The Cenacolo Community at Dodding Green
The ancient house and chapel at Dodding Green has been the centre of Catholicism for many centuries. It ceased to be a parish in its own right in the 1970’s when it was subsumed into this parish, Holy Trinity and St. George, Kendal. Up until 2004, the house was leased to private tenants, and Mass and other Services were celebrated periodically in the chapel. Then, in 2004, after a great struggle a Cenacolo Community was established at the property.
The Cenacolo Movement was established in 1985 by the Italian Sister Elvira Petrozzi. The essence of these communities is to propose a new way of life to those who have formerly suffered from addictions of one kind or another (mainly drugs). The house at Dodding Green is dedicated to ‘Our Lady Queen of Martyrs’ and can house up to 16 residents. One of their many activities is to hold a meeting for those with addictions and their families each week on Thursdays at 8pm in the Parish Centre, New Road, Kendal.
The life of the community is work, prayer and friendship, and is wholly dependent on Providence.
Here they set out the places in Bethlehem that will be visited during their enactment of the Nativity each Advent, on their Open Day. In the background are the polytunnels they have built for growing vegetables and fruit.
Enquiries about the Community, should in the first instance be directed to:
Cenacolo Community UK on 01995 602577 or email: firstname.lastname@example.org.
History of Dodding Green
Dodding Green is situated below the fells by the Shap Rd. to Penrith, a mile and a half north of Kendal. It is a place of historical importance to Catholics in the area of Kendal because it was where Mass was said in the Penal times.
In 1687 it was the home of Robert Stephenson and his family. He was a Catholic layman who had bought the house and continued to provide a chapel in the attic for the use of a travelling priest of the Westmorland circuit. Access to the chapel was by a stairway within the thickness of the wall. Some years ago, a pewter chalice and an altar stone were found in a hiding place. It was in this small chapel that Bishop John Leyburn confirmed 37 people during his astonishing tour of England in 1687. Bishop Leyburn was the first Vicar Apostolic in England since the Reformation and was born at another Mass centre in the Kendal area, Cunswick Hall.
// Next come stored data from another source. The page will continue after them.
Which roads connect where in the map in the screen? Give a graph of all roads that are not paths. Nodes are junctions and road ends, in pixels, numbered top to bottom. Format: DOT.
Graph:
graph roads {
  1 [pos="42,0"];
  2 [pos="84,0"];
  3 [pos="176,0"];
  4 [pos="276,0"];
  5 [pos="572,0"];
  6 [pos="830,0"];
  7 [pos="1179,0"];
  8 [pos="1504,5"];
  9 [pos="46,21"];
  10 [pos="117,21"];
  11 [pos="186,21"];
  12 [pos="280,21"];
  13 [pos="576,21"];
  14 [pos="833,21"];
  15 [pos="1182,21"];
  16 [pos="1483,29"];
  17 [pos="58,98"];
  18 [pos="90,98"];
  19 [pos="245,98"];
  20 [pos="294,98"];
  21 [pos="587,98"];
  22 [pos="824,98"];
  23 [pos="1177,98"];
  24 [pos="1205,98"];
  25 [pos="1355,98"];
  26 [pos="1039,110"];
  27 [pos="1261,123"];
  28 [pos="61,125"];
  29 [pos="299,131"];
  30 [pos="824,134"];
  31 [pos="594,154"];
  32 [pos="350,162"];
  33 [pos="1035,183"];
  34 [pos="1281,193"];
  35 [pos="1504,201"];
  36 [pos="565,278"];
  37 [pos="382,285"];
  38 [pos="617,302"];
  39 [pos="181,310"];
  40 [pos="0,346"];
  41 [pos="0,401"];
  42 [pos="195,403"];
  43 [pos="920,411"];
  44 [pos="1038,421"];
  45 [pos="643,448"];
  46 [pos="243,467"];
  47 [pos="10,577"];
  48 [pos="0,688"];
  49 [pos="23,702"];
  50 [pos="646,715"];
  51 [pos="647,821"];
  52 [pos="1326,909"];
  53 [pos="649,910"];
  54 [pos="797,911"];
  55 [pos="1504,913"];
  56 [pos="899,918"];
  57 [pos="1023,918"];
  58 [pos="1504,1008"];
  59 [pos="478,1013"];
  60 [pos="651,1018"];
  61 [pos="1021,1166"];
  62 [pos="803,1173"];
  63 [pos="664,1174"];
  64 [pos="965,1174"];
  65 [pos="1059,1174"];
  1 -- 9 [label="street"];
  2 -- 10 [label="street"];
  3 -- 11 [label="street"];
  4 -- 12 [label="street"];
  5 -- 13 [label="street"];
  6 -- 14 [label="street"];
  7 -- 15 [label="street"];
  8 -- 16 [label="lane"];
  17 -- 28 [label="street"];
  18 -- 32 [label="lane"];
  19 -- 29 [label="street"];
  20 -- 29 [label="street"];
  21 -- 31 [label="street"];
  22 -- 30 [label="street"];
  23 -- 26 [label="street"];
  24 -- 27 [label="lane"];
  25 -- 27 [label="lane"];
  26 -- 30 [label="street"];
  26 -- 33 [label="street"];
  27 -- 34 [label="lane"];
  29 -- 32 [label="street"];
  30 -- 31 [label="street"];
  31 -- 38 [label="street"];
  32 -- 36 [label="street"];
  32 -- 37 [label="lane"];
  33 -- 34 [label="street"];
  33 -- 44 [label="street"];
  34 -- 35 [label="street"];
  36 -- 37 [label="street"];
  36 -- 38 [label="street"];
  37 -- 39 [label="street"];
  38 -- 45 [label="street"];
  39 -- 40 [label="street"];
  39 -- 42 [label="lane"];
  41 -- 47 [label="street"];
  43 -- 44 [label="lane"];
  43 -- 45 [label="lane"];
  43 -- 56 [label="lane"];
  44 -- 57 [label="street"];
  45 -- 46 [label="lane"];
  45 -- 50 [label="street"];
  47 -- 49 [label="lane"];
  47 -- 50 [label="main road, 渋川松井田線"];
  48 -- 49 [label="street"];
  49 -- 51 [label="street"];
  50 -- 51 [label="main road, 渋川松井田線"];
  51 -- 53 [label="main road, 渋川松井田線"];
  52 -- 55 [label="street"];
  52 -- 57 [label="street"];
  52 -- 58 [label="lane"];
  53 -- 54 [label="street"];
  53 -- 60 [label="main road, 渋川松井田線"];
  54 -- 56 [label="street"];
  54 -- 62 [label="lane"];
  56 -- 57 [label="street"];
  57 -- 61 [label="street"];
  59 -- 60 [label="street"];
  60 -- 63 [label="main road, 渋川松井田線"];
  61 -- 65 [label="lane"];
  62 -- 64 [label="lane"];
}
Robert Stephenson tragically lost both his daughters in the year 1687, and in 1708, his wife also died. Being now alone, he made over his dwelling house a a residence for a priest of the Westmorland circuit. The property was conveyed in Trust to 4 Trustees and continues as a Trust to this day.
Built onto the side of the house is a tiny chapel. Entrance to this is by steps leading into it from a courtyard. This chapel probably dates from the time of the Catholic Relief Act of 1791. Against the wall is a rainwater head bearing the initials R.A.S. 1682 (Robert and Alice Stephenson). The chapel is dedicated to SS. Robert and Alice. In 1793, the Kendal Catholic community built their own chapel in Stramongate. Dodding Green continued as a separate community with its own priest. Ultimately it became a Parish but priests continued to be appointed by the Trustees. This right of appointment was challenged by the new Bishop of Hexham and Newcastle. Clerical Trustees were finally appointed and brought the matter in line with Canon Law. It ceased to be a Parish in 1990 when it became part of Kendal.
The chapel we see at Dodding Green today was tastefully improved and ornamented in 1840 by the Rev. Charles Brigham. In the cemetery in front of the house are buried three of the incumbents at Dodding Green – Fr. Robert Hogarth, obit 1868, Fr. Ralph Platt, obit 1874 and Canon Luke Curry, obit 1890.
The Trustees in 2001 restored and redecorated much of the house. Between 1714 and 1990, 18 priests had ministered at Dodding Green. The last priest was Canon William Jackson. It is now a home of the Cenacolo Community.